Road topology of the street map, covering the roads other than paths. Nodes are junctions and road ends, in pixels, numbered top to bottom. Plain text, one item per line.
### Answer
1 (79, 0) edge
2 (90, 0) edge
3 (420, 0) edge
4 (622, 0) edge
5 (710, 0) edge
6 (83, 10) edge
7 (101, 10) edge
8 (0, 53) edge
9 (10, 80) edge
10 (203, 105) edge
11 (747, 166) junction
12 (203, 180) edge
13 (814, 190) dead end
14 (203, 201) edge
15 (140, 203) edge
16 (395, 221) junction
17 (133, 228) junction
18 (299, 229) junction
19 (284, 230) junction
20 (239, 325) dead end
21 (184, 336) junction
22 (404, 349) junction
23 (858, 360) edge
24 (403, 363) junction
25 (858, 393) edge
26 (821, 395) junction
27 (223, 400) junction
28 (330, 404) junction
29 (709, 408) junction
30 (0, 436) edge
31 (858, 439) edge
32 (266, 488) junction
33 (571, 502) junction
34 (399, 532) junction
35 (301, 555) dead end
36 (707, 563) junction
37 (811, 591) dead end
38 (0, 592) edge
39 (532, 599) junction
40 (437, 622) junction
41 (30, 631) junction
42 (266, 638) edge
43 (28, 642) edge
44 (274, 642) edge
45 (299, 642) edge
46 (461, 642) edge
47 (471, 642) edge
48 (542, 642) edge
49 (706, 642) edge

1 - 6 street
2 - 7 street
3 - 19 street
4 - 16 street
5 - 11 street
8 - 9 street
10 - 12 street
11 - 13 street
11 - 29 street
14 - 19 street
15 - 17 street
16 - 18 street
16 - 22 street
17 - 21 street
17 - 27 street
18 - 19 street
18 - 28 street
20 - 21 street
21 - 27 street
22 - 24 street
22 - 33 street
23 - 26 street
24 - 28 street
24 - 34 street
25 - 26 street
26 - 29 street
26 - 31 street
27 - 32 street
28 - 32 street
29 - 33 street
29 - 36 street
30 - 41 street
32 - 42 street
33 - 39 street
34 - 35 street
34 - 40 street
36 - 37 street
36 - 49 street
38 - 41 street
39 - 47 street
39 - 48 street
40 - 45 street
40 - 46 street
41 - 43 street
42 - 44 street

********

→ **Your instructions**:
Copy every record once more, exactly as given.

→ **Result**:
Road topology of the street map, covering the roads other than paths. Nodes are junctions and road ends, in pixels, numbered top to bottom. Plain text, one item per line.
### Answer
1 (79, 0) edge
2 (90, 0) edge
3 (420, 0) edge
4 (622, 0) edge
5 (710, 0) edge
6 (83, 10) edge
7 (101, 10) edge
8 (0, 53) edge
9 (10, 80) edge
10 (203, 105) edge
11 (747, 166) junction
12 (203, 180) edge
13 (814, 190) dead end
14 (203, 201) edge
15 (140, 203) edge
16 (395, 221) junction
17 (133, 228) junction
18 (299, 229) junction
19 (284, 230) junction
20 (239, 325) dead end
21 (184, 336) junction
22 (404, 349) junction
23 (858, 360) edge
24 (403, 363) junction
25 (858, 393) edge
26 (821, 395) junction
27 (223, 400) junction
28 (330, 404) junction
29 (709, 408) junction
30 (0, 436) edge
31 (858, 439) edge
32 (266, 488) junction
33 (571, 502) junction
34 (399, 532) junction
35 (301, 555) dead end
36 (707, 563) junction
37 (811, 591) dead end
38 (0, 592) edge
39 (532, 599) junction
40 (437, 622) junction
41 (30, 631) junction
42 (266, 638) edge
43 (28, 642) edge
44 (274, 642) edge
45 (299, 642) edge
46 (461, 642) edge
47 (471, 642) edge
48 (542, 642) edge
49 (706, 642) edge

1 - 6 street
2 - 7 street
3 - 19 street
4 - 16 street
5 - 11 street
8 - 9 street
10 - 12 street
11 - 13 street
11 - 29 street
14 - 19 street
15 - 17 street
16 - 18 street
16 - 22 street
17 - 21 street
17 - 27 street
18 - 19 street
18 - 28 street
20 - 21 street
21 - 27 street
22 - 24 street
22 - 33 street
23 - 26 street
24 - 28 street
24 - 34 street
25 - 26 street
26 - 29 street
26 - 31 street
27 - 32 street
28 - 32 street
29 - 33 street
29 - 36 street
30 - 41 street
32 - 42 street
33 - 39 street
34 - 35 street
34 - 40 street
36 - 37 street
36 - 49 street
38 - 41 street
39 - 47 street
39 - 48 street
40 - 45 street
40 - 46 street
41 - 43 street
42 - 44 street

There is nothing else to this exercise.